Copy every line from the records below that carries the word "pixel".

Source data:
........
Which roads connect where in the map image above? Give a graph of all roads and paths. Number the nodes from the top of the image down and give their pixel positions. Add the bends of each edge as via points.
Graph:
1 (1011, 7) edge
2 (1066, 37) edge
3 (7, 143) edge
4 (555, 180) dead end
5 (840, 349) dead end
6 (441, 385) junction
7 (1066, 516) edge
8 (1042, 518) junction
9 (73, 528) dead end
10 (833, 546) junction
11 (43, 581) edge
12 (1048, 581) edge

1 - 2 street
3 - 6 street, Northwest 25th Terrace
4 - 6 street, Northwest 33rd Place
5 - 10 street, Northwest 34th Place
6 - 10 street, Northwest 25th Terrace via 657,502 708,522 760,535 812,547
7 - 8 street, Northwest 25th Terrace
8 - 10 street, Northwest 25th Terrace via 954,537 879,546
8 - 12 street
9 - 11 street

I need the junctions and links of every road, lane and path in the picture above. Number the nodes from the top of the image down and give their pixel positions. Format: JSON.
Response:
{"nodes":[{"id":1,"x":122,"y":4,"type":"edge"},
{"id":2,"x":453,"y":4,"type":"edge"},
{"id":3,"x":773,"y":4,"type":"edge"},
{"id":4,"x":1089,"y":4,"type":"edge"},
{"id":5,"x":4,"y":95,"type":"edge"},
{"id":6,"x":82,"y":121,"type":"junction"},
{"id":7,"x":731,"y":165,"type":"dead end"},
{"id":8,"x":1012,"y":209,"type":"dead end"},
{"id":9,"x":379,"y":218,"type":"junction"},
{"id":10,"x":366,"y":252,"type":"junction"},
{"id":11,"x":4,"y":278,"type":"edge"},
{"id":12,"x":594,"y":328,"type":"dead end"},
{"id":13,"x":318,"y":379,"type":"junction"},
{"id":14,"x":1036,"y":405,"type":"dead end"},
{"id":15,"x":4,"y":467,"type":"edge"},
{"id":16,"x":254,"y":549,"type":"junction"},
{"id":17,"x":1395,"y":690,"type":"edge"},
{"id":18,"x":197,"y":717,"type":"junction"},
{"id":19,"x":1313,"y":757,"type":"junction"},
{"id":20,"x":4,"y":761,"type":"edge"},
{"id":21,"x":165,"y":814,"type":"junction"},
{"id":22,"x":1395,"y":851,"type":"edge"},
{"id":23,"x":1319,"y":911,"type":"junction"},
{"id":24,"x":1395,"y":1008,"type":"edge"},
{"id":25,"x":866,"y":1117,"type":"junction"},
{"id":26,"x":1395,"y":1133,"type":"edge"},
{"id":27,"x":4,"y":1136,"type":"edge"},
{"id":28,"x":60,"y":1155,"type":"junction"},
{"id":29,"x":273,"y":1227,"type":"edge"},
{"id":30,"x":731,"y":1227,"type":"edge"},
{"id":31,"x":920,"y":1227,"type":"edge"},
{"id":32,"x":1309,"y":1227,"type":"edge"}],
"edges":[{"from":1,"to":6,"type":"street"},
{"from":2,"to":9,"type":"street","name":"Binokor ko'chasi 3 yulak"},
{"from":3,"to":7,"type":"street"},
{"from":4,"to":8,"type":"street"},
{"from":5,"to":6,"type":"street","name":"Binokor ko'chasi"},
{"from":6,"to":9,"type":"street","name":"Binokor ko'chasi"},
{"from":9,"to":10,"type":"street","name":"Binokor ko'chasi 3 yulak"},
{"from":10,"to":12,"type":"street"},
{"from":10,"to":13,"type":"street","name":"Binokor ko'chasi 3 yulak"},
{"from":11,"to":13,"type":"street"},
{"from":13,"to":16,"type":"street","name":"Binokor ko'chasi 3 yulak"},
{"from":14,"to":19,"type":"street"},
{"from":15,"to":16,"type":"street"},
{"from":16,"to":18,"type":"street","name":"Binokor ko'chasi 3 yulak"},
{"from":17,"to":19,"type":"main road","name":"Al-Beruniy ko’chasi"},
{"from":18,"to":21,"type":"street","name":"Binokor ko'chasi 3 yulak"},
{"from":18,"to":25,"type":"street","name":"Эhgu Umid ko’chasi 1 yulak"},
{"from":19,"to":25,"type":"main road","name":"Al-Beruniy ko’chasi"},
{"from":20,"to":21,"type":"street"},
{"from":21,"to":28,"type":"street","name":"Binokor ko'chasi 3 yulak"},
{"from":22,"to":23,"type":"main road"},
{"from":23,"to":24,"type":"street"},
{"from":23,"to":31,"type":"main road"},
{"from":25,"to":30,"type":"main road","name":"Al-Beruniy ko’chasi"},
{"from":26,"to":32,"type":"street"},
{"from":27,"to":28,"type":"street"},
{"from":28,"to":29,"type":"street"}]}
........
Answer to the exercise:
Which roads connect where in the map image above? Give a graph of all roads and paths. Number the nodes from the top of the image down and give their pixel positions. Add the bends of each edge as via points.
I need the junctions and links of every road, lane and path in the picture above. Number the nodes from the top of the image down and give their pixel positions. Format: JSON.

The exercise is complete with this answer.